### Task directions
Check every line of the entries that follow, and copy the ones containing "image".

(Collected data entries)
[Start of section]

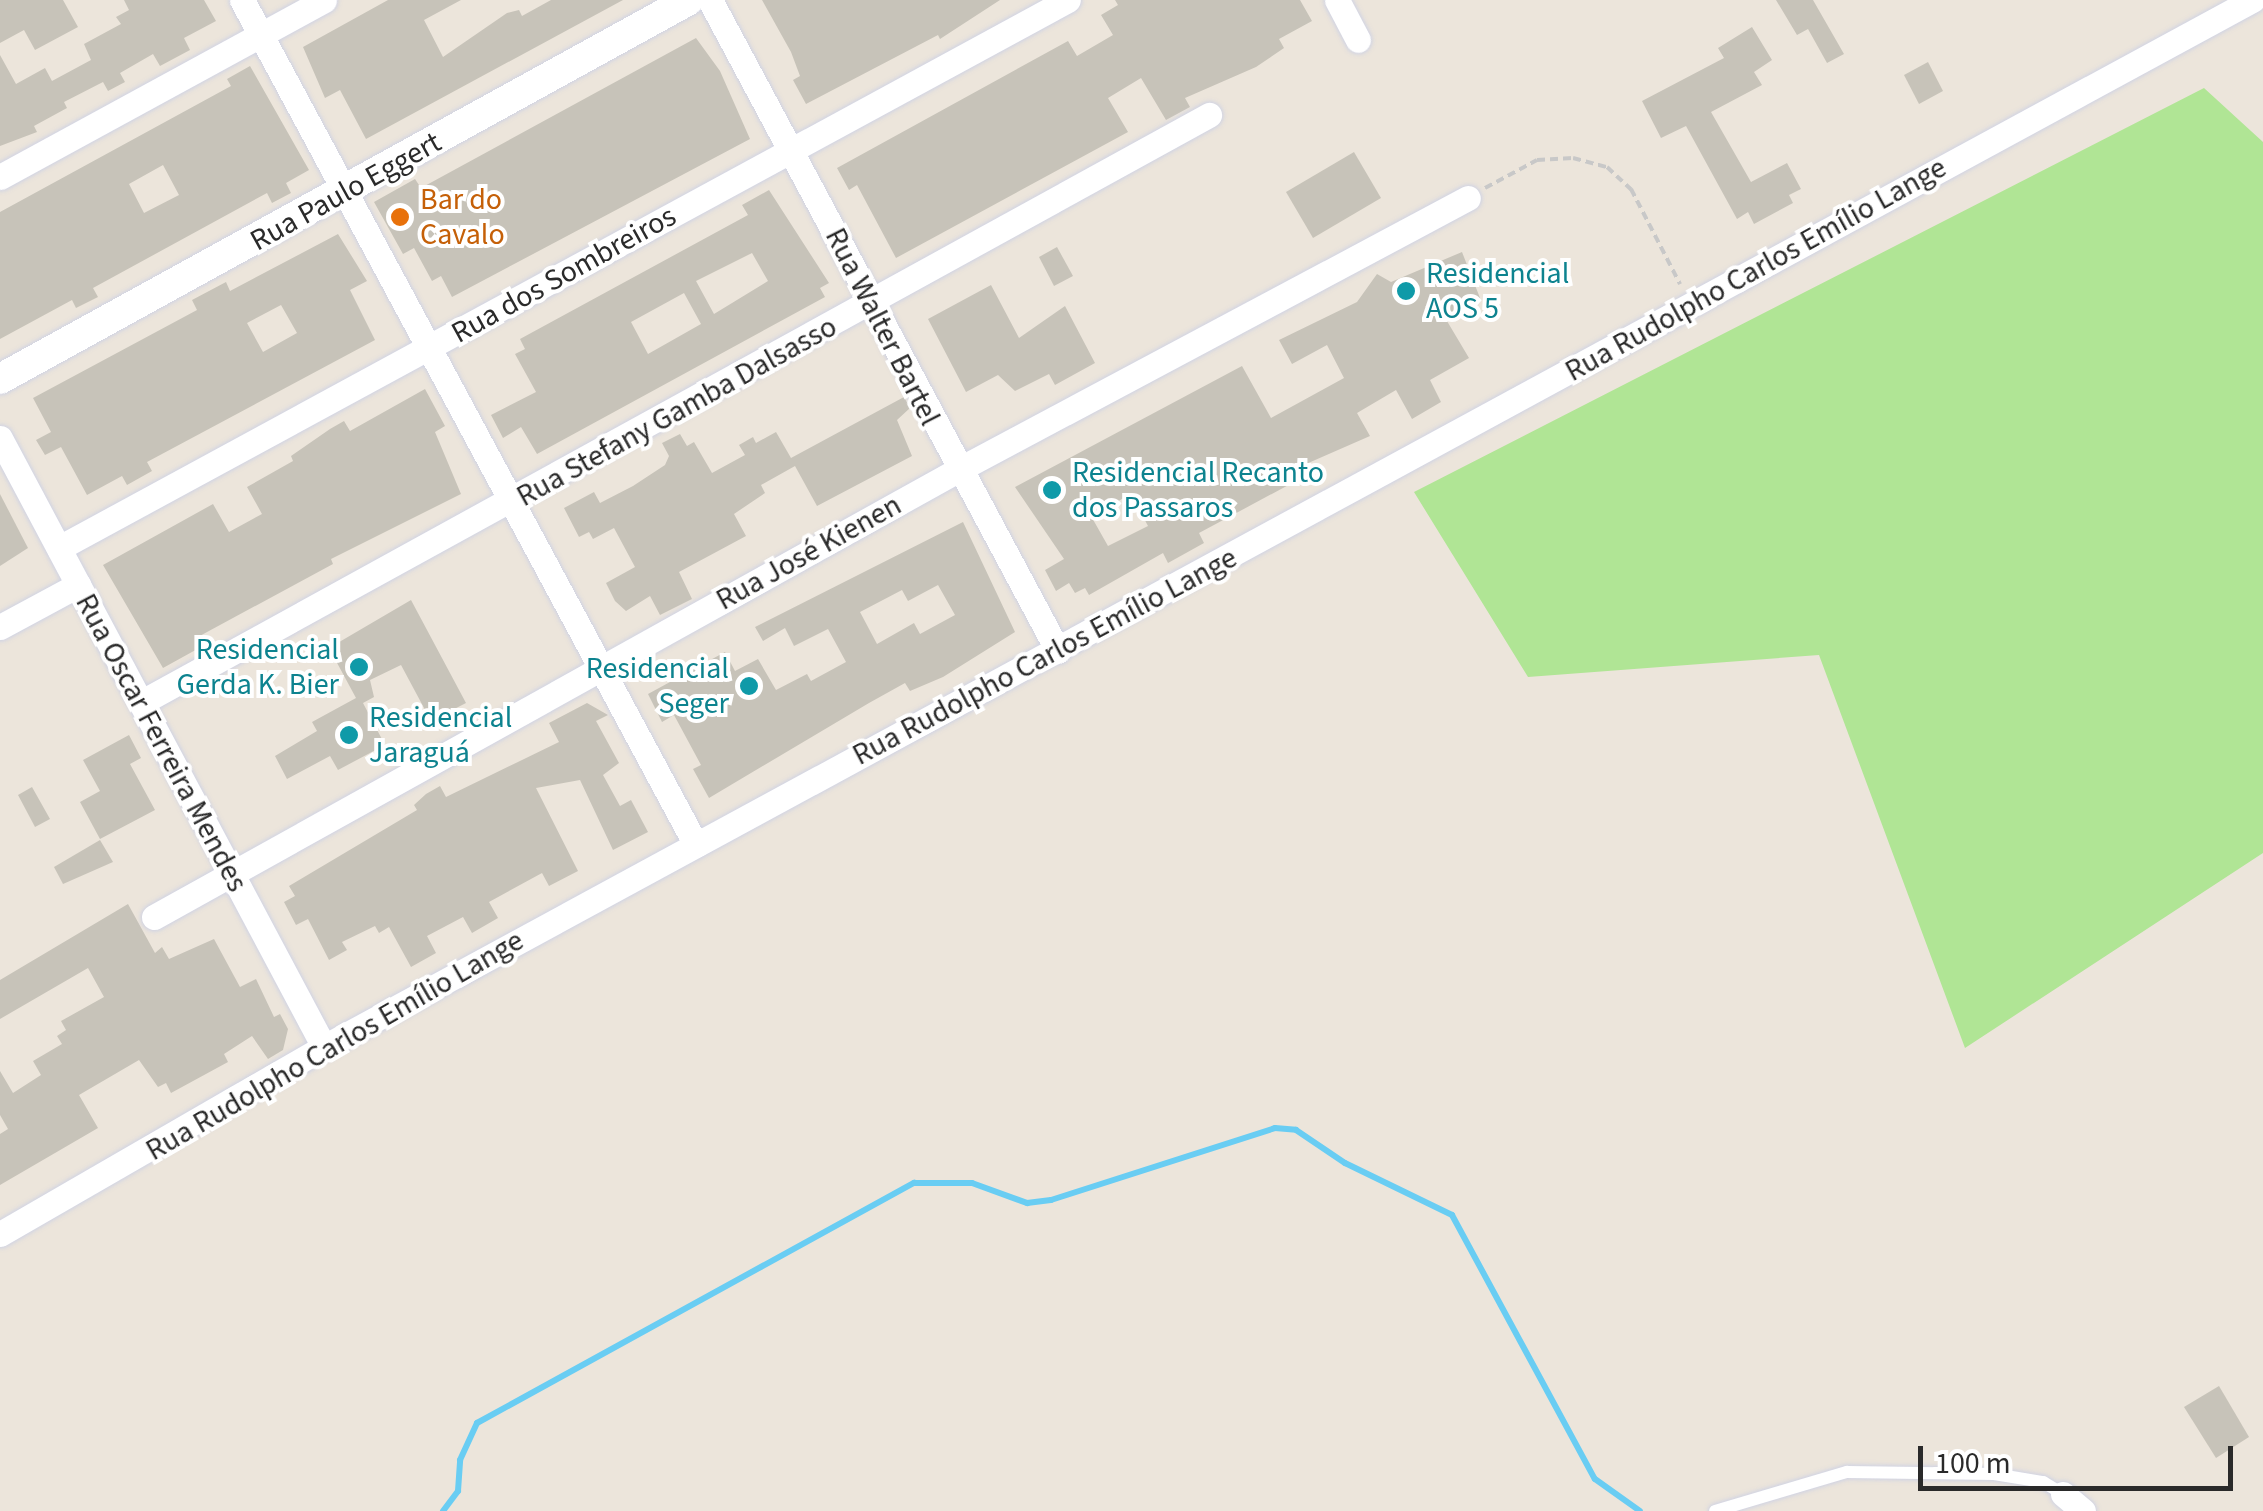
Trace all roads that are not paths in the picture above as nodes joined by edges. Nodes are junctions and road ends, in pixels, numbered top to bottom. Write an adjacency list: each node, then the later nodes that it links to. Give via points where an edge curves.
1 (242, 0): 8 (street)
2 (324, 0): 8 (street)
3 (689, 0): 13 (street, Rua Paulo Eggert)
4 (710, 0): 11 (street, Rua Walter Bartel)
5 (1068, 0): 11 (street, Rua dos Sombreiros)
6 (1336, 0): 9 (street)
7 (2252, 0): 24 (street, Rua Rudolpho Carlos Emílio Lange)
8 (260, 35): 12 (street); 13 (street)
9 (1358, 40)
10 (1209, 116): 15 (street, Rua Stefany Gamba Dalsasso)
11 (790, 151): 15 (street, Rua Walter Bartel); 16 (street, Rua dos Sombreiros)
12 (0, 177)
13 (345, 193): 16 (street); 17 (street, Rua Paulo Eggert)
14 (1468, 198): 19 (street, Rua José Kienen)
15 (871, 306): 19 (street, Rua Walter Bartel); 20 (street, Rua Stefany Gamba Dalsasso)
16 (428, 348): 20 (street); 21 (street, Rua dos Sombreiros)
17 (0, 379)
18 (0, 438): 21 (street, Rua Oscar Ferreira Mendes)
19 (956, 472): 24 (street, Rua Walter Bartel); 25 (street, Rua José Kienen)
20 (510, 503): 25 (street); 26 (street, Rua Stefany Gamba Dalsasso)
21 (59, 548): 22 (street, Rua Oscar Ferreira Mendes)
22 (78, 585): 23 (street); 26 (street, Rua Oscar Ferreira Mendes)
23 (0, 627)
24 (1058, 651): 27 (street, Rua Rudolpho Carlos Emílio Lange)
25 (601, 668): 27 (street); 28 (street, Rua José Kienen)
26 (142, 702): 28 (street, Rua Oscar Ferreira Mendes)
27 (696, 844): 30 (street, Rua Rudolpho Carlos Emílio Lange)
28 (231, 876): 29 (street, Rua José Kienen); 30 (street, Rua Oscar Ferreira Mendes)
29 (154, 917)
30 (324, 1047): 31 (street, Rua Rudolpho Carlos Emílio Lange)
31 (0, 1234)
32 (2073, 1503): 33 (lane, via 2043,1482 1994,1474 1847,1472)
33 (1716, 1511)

[End of section]
[Start of section]

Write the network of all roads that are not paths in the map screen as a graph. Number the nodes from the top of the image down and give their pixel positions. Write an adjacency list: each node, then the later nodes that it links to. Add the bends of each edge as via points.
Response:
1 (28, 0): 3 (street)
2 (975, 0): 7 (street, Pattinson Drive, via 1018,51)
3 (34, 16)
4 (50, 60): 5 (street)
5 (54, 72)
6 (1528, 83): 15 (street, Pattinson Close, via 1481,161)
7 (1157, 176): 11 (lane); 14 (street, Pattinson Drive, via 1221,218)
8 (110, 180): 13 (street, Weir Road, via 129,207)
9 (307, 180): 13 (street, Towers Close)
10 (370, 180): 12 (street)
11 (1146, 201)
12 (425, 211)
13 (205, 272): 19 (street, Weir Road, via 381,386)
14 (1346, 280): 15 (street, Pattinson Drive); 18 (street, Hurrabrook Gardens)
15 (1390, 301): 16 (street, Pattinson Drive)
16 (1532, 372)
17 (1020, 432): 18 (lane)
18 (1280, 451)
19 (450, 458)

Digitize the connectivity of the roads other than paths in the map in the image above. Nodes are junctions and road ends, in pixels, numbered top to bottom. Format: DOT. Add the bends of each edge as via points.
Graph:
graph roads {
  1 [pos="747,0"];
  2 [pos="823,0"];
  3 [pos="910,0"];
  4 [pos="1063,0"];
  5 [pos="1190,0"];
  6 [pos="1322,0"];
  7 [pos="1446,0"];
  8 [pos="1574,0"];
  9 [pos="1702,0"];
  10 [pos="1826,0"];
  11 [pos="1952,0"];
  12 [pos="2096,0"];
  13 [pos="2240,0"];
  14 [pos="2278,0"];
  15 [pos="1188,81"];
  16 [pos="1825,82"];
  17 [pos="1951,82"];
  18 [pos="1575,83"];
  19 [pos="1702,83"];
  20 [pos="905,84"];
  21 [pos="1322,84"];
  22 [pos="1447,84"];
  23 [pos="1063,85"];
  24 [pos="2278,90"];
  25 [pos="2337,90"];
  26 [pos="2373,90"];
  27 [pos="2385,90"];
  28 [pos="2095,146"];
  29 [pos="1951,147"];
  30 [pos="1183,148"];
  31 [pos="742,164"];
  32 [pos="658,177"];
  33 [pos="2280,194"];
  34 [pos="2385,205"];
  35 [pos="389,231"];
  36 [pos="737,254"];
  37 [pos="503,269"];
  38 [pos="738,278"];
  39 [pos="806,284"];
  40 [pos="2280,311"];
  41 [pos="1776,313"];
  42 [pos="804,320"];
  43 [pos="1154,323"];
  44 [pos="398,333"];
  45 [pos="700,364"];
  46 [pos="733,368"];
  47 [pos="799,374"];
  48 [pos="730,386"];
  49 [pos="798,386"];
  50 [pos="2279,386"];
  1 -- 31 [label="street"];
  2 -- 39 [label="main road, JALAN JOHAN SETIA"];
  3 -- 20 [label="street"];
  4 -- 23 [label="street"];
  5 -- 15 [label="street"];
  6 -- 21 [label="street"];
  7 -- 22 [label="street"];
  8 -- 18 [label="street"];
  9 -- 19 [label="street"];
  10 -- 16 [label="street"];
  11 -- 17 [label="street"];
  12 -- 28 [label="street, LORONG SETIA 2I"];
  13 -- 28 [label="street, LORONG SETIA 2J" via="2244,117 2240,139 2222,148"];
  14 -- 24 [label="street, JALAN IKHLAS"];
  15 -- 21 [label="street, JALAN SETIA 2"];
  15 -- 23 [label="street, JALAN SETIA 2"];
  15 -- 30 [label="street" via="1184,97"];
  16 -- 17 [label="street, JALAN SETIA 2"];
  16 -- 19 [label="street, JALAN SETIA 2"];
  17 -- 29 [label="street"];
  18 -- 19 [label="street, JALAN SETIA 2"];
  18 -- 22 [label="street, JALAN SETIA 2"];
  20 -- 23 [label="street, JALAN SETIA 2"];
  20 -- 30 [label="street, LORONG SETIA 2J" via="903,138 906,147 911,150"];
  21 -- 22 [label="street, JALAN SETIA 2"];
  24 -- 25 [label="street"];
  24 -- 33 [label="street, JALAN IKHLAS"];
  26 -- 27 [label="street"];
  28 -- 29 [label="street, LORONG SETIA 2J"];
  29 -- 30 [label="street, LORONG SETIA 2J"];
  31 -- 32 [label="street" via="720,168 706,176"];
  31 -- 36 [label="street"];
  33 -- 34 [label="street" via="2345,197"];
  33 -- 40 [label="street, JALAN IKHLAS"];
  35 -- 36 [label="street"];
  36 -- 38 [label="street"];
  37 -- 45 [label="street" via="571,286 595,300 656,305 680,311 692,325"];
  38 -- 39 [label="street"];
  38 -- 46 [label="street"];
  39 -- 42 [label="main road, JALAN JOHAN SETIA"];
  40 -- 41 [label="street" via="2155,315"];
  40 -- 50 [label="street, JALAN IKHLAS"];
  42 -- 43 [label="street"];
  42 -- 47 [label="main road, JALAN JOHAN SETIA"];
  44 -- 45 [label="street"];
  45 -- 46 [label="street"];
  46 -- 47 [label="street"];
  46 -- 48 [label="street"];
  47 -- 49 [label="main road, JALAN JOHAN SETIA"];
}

[End of section]

### Reply to the exercise
Write the network of all roads that are not paths in the map screen as a graph. Number the nodes from the top of the image down and give their pixel positions. Write an adjacency list: each node, then the later nodes that it links to. Add the bends of each edge as via points.
Digitize the connectivity of the roads other than paths in the map in the image above. Nodes are junctions and road ends, in pixels, numbered top to bottom. Format: DOT. Add the bends of each edge as via points.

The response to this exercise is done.